FAQ

Quantum technology is a new field of physics and engineering, which exploits the distinctive features of quantum mechanics, especially entanglement, for the development of enhanced practical applications such as quantum metrology, quantum cryptography, quantum interferometry, quantum imaging, and quantum computing. The field of quantum technology is born under the the influx of new ideas from the field of quantum information processing, and currently involves implementations in different area of physics, in particular quantum optics, atom optics, and nanomechanical devices.

Quantum information is a new field of science which draws upon the disciplines of physics, mathematics, computer science, and engineering. Its aim is to understand how fundamental physical laws can be harnessed to improve the acquisition, transmission and processing of information.

The starting of quantum information is the discovery that quantum mechanics can be exploited to perform important and otherwise intractable information processing tasks. Quantum effects have already been used to create fundamentally unbreakable cryptographic codes, to teleport the full quantum state of a light beam, and to compute certain function in fewer steps than and classical computer can.

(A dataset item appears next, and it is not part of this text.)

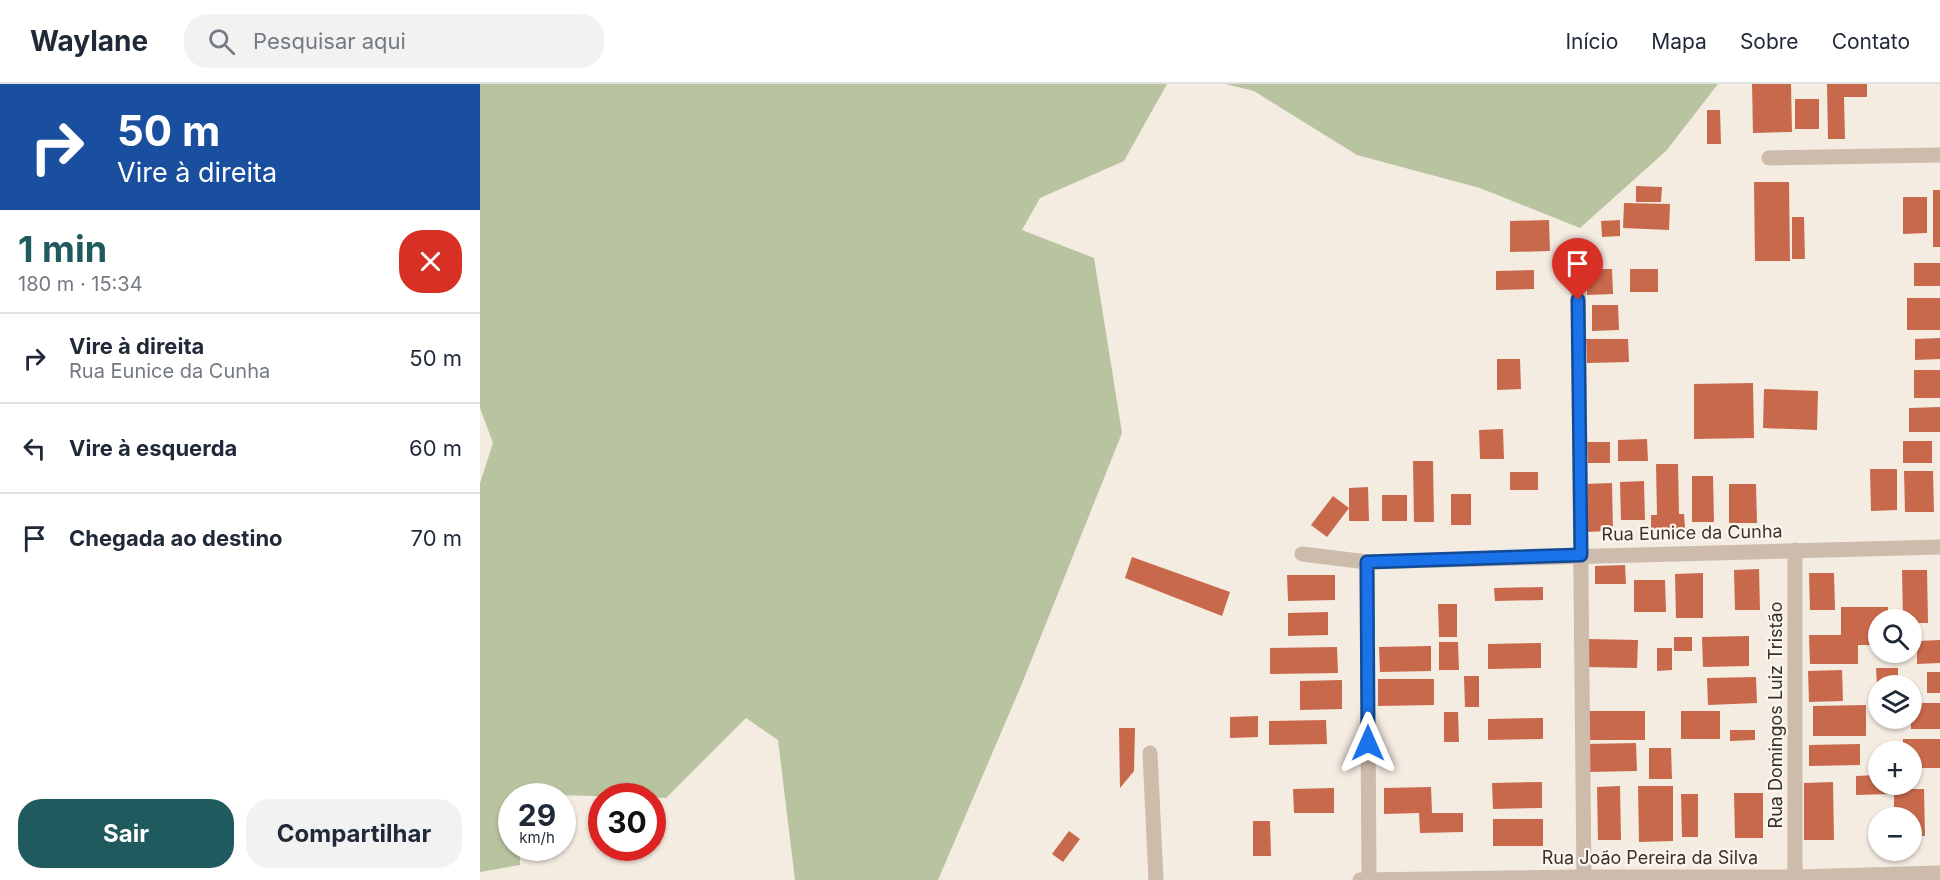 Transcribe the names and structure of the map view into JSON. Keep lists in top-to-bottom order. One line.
{"streets":{"street":["Rua Eunice da Cunha","Rua Domingos Luiz Tristão","Rua João Pereira da Silva"]},"crossings":[["Rua Eunice da Cunha","Rua Domingos Luiz Tristão"],["Rua Domingos Luiz Tristão","Rua João Pereira da Silva"]],"page":{"header":"Waylane","search":"Pesquisar aqui","nav":["Início","Mapa","Sobre","Contato"],"turn":["50 m","Vire à direita"],"heading":["1 min","180 m · 15:34"],"list":[{"name":"Vire à direita","note":"Rua Eunice da Cunha","value":"50 m"},{"name":"Vire à esquerda","value":"60 m"},{"name":"Chegada ao destino","value":"70 m"}],"map_buttons":["+","−"],"speed":"29 km/h","limit":"30","buttons":["Sair","Compartilhar"]}} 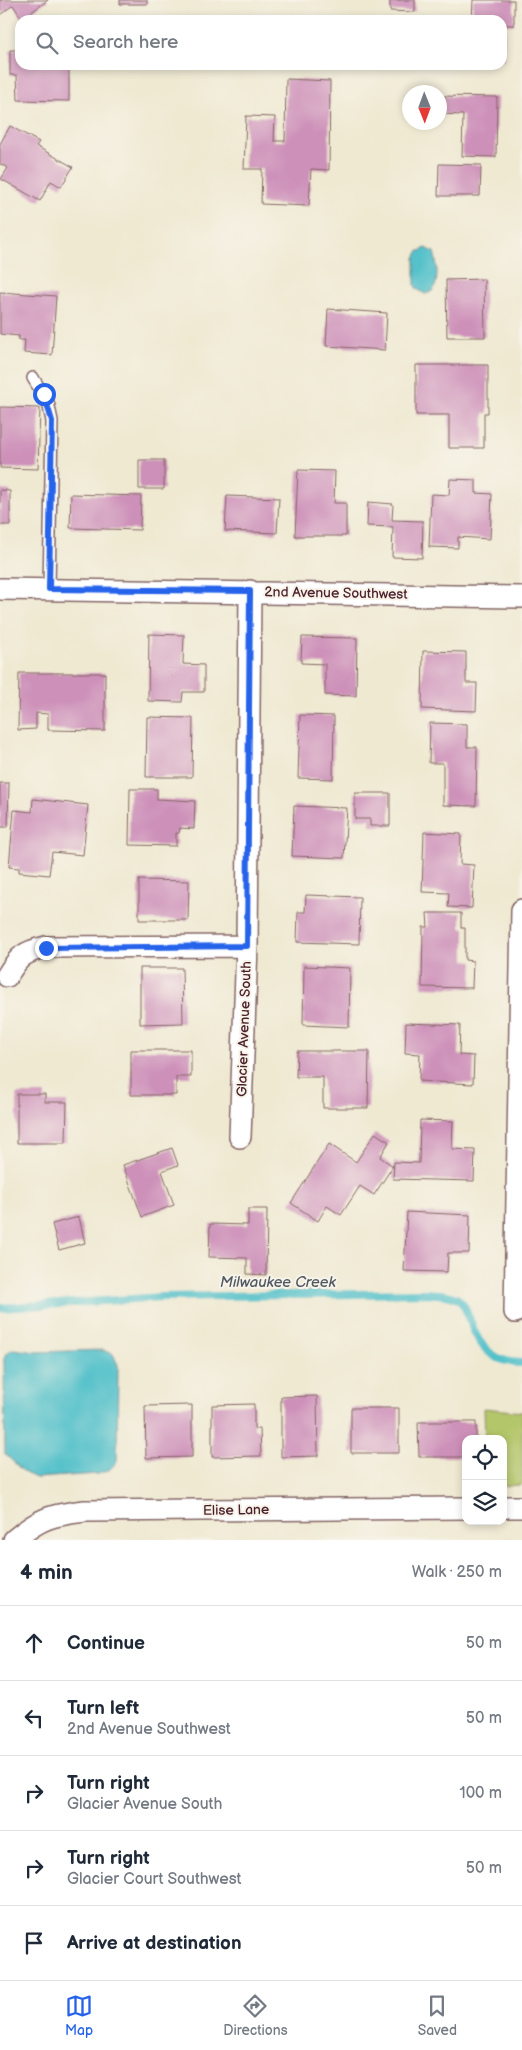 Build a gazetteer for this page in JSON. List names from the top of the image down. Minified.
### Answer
{"streets":{"street":["2nd Avenue Southwest","Glacier Avenue South","Elise Lane"]},"crossings":[["2nd Avenue Southwest","Glacier Avenue South"]],"water":["Milwaukee Creek"],"north":"bottom","page":{"search":"Search here","heading":["4 min","Walk · 250 m"],"list":[["Continue","50 m"],["Turn left","2nd Avenue Southwest","50 m"],["Turn right","Glacier Avenue South","100 m"],["Turn right","Glacier Court Southwest","50 m"],"Arrive at destination"],"nav":["Map","Directions","Saved"]}}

Information is always encoded in a state of a physical system, whose evolution is ultimately governed by quantum mechanics.

A quantum computer is based on the idea of a quantum bit or qubit. In classical computers, a bit is discrete and can represent either a “0” or a “1” state. A qubit can be in a linear superposition of the two states.

Hence, when a qubit is measured the result will be “0” or “1” with a certain probabilities. A quantum register consists of n qubits. Because of superposition, a phenomenon know as quantum parallelism allows exponentially many computations to take place simultaneously, thus vastly increasing the speed of computation.

A quantum computer would to be able to factor and compute discrete logarithms in polynomial time. Unfortunately, the development of a practical quantum computer seems, for the moment, far away because of the decoherence due to the influence of the outside environment.

Quantum Optics studies the generation, manipulation and characterization of quantum states of light as well as the quantum mechanical aspects of the interaction among light and atoms.

Quantum Optics was born with the advent of the laser (1960); in fact using intense optical beams one can see nonlinear optical effects which would otherwise be negligible with conventional light. These effects has been used to produce nonclassical light and to careful control interactions with atoms. Quantum Optics offers the opportunity of manipulation single atoms and photons, controlling their interaction on a quantum level with minimum decoherence. Quantum Optics is also important in communication technology, e. g. in optical fibers, since the quantum uncertainty is the main source of noise.

Photons are quite easily produced and manipulated. The electromagnetic environment at optical frequencies is substantially the vacuum (the indetermination of single optical photon is equivalent to 10000 Kelvin of thermal noise) and thus docoherence is small compared to material systems. Generation of nonclassical and entangled states of light is the realm of quantum optics labs.

Indeed quantum optics continues to play a major role in testing fundamental properties of quantum mechanics. As a matter of fact, the effective implementations of high precision measurements and quantum information protocols, such teleportation, dense coding and cryptography have been obtained using light beams.